DATA FOR THE TASK Block Start
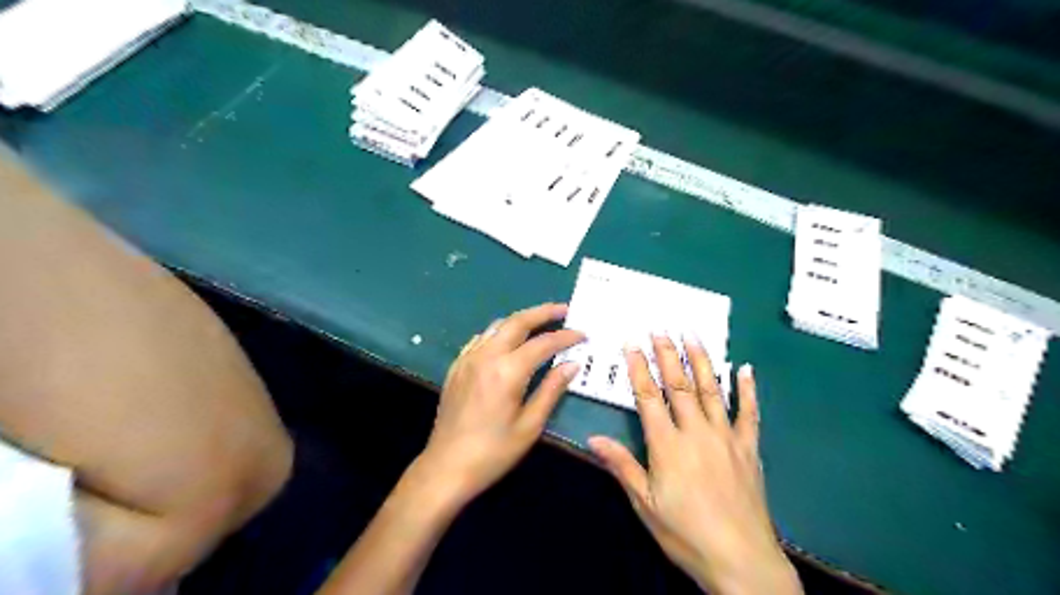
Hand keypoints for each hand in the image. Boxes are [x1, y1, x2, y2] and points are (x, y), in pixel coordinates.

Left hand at [414, 308, 582, 505]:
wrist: (446, 467)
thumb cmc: (494, 452)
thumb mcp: (530, 425)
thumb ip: (551, 390)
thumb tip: (572, 364)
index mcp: (507, 371)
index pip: (543, 343)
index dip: (565, 336)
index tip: (583, 334)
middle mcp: (486, 356)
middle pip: (518, 322)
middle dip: (543, 312)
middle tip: (564, 310)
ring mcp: (468, 359)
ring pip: (497, 326)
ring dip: (521, 319)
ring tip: (541, 321)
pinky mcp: (457, 366)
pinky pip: (481, 338)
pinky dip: (500, 331)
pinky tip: (508, 339)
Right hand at [588, 334, 803, 594]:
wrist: (741, 561)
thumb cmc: (686, 534)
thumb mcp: (646, 505)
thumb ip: (622, 466)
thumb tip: (593, 438)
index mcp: (668, 445)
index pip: (649, 397)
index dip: (639, 368)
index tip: (632, 343)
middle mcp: (696, 432)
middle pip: (679, 385)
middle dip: (668, 354)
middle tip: (661, 328)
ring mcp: (727, 437)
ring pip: (712, 390)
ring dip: (701, 360)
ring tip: (693, 335)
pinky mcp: (749, 448)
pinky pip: (749, 413)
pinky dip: (747, 389)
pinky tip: (745, 369)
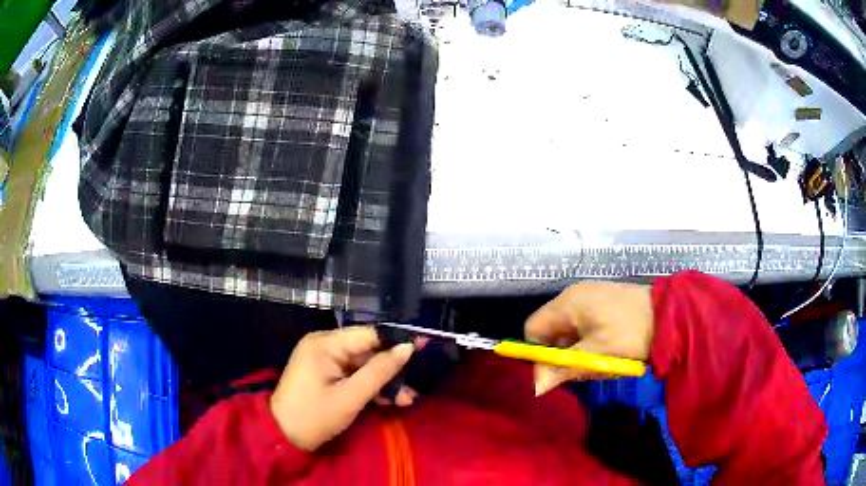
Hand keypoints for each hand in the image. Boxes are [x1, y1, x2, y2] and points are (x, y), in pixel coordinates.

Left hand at [269, 326, 415, 450]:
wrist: (283, 437)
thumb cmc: (314, 416)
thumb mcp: (351, 396)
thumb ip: (380, 371)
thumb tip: (407, 347)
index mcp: (325, 343)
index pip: (368, 334)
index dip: (396, 340)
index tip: (423, 346)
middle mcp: (324, 345)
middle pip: (367, 351)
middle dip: (391, 370)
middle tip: (414, 387)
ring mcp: (324, 361)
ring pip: (363, 365)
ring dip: (384, 382)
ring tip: (406, 400)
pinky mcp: (325, 374)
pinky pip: (353, 375)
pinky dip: (370, 387)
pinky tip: (389, 401)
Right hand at [525, 281, 654, 395]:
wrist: (670, 315)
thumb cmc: (630, 333)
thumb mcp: (596, 354)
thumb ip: (563, 368)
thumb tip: (536, 387)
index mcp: (567, 303)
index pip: (533, 329)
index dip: (539, 353)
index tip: (559, 370)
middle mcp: (574, 296)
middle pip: (552, 332)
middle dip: (564, 355)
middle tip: (587, 367)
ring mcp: (591, 297)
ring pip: (571, 332)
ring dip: (580, 351)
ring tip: (603, 360)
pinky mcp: (605, 303)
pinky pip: (586, 327)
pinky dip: (592, 342)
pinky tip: (611, 350)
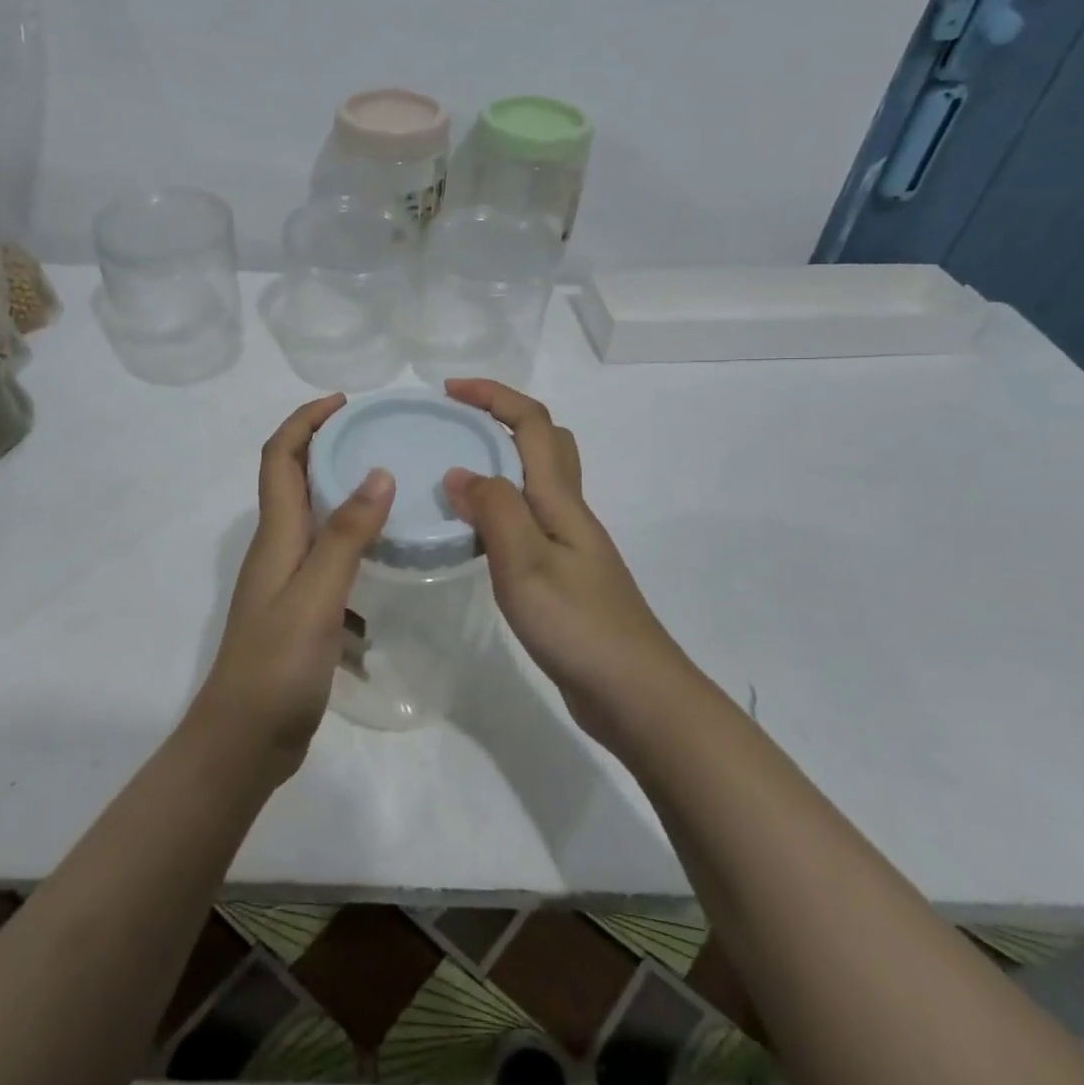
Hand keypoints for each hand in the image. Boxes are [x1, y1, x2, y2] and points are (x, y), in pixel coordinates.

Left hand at [195, 394, 394, 783]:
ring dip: (343, 491)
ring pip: (313, 517)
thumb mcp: (317, 595)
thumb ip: (347, 535)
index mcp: (276, 534)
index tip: (345, 402)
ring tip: (391, 486)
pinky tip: (386, 556)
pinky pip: (328, 557)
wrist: (245, 740)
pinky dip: (353, 542)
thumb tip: (377, 472)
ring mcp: (286, 580)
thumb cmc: (277, 664)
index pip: (280, 456)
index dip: (305, 420)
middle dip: (326, 445)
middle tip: (377, 435)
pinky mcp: (300, 608)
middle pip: (294, 478)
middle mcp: (277, 547)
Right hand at [441, 379, 689, 746]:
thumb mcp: (525, 562)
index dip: (493, 396)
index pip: (531, 424)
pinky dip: (502, 508)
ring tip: (455, 478)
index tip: (448, 391)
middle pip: (546, 442)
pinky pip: (530, 520)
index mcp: (560, 500)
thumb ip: (493, 510)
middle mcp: (568, 512)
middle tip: (457, 428)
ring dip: (501, 463)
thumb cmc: (578, 624)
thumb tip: (459, 472)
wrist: (635, 693)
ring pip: (538, 482)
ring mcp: (570, 545)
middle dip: (502, 419)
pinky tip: (477, 535)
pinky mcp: (565, 575)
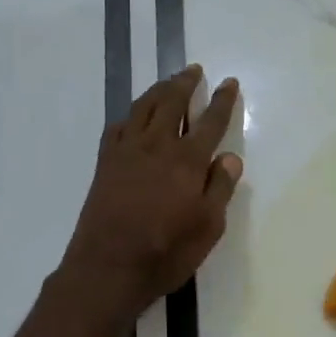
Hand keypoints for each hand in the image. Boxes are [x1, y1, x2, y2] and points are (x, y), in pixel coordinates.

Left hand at [58, 66, 243, 322]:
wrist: (108, 267)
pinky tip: (134, 117)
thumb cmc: (166, 252)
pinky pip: (118, 126)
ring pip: (144, 107)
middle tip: (194, 70)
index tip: (229, 83)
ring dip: (158, 90)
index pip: (210, 121)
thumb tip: (230, 157)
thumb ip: (220, 188)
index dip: (223, 101)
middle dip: (185, 83)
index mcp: (187, 160)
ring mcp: (127, 151)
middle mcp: (157, 146)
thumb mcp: (208, 227)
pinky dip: (130, 115)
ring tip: (168, 82)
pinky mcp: (105, 162)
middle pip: (172, 102)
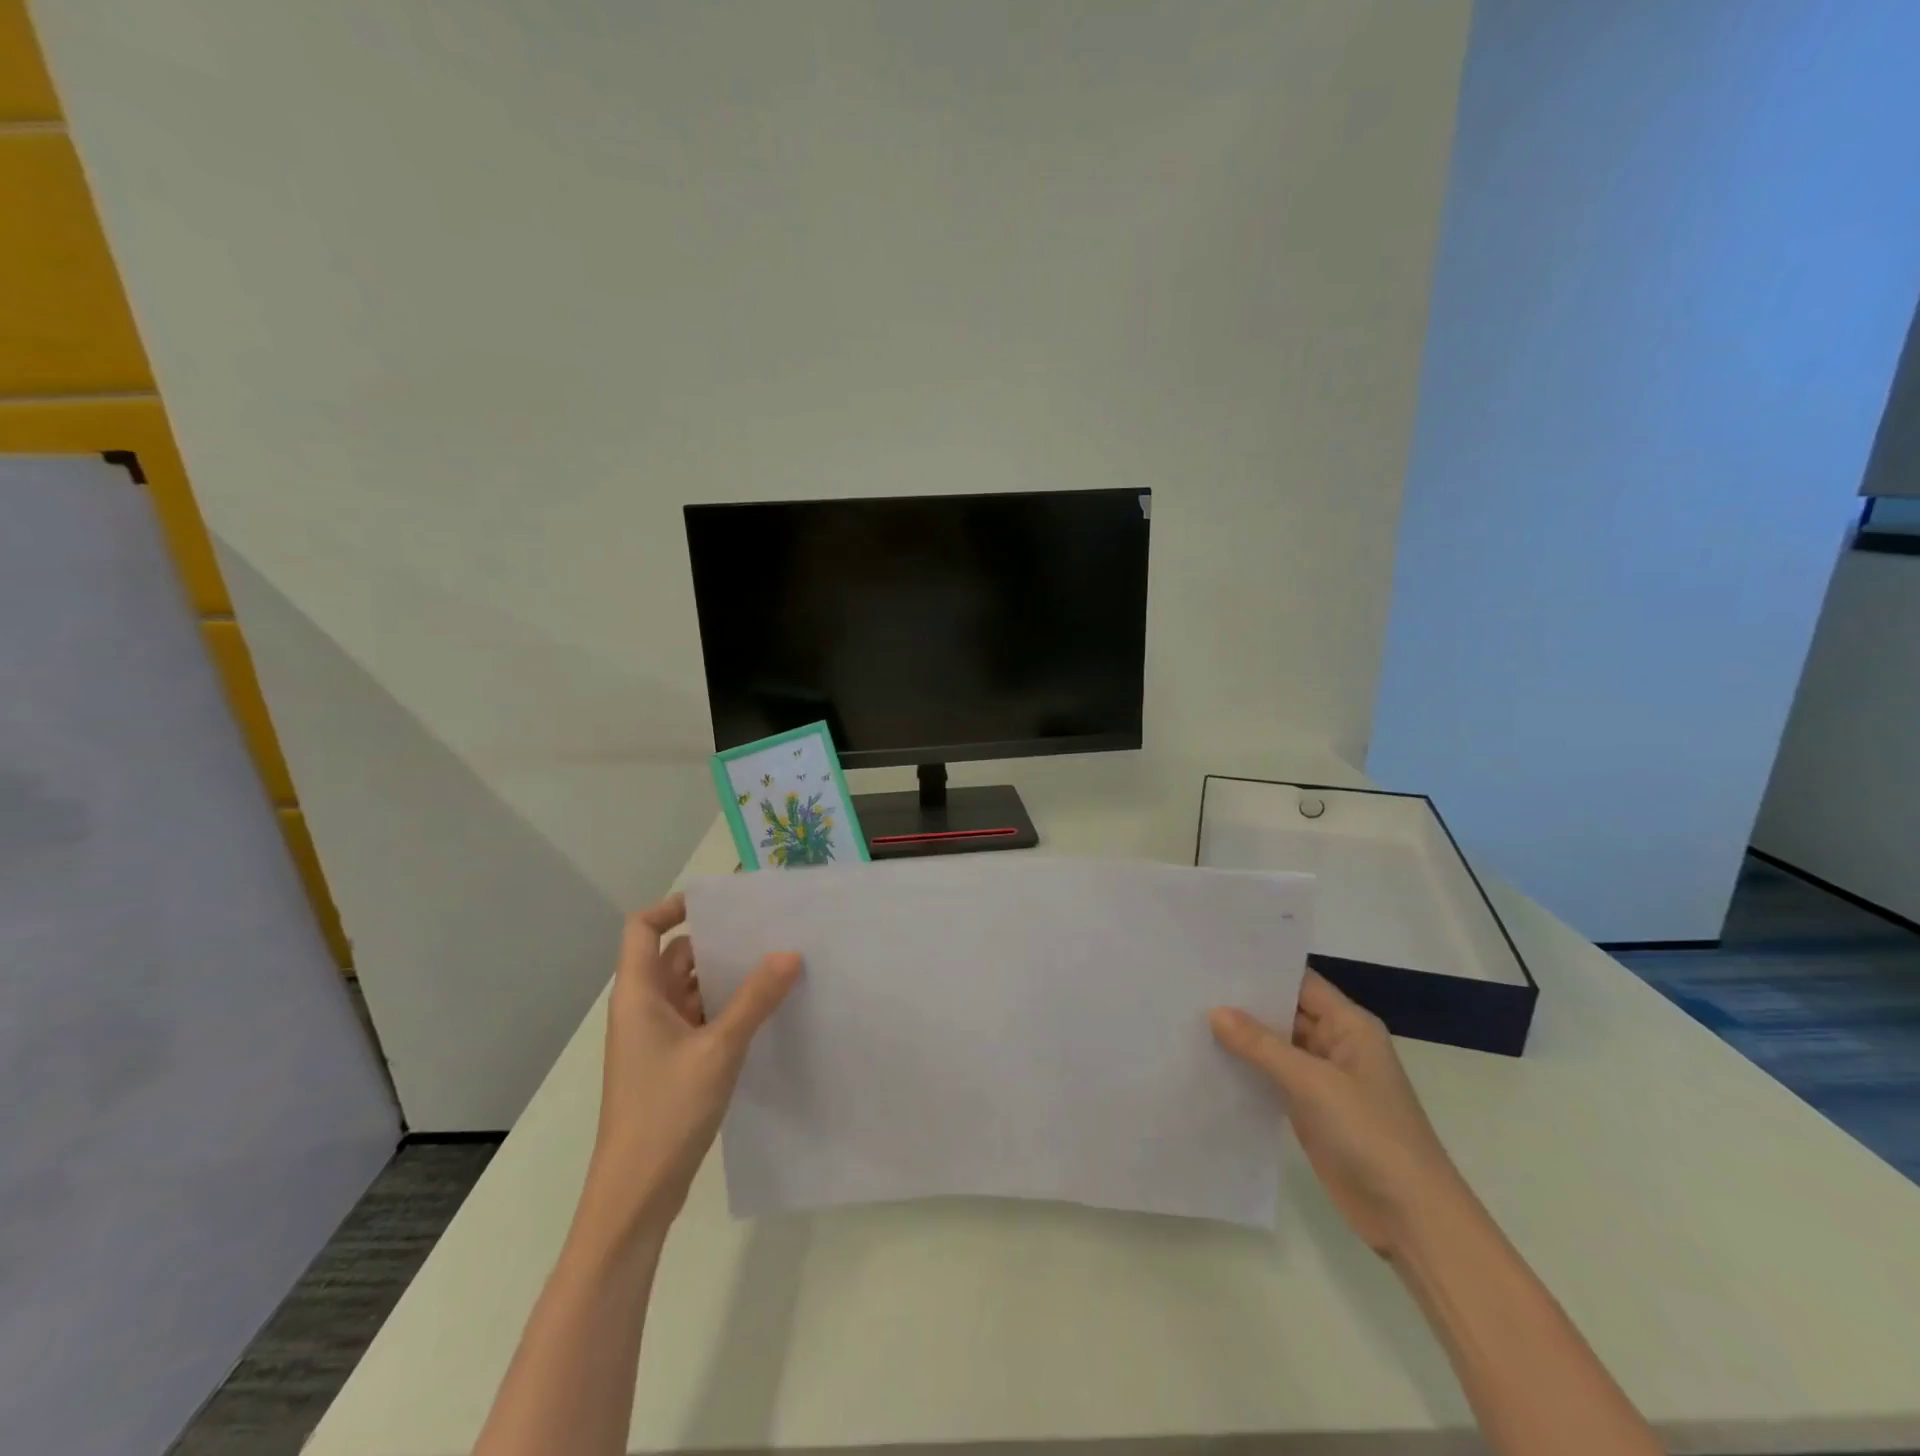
DATA FOR THE TASK Block End
Within the entries, find all lines that contain "Left" and copy each one.

Left hand at [414, 308, 582, 505]:
Left hand at [269, 326, 415, 450]:
Left hand at [195, 394, 394, 783]:
Left hand at [58, 66, 243, 322]:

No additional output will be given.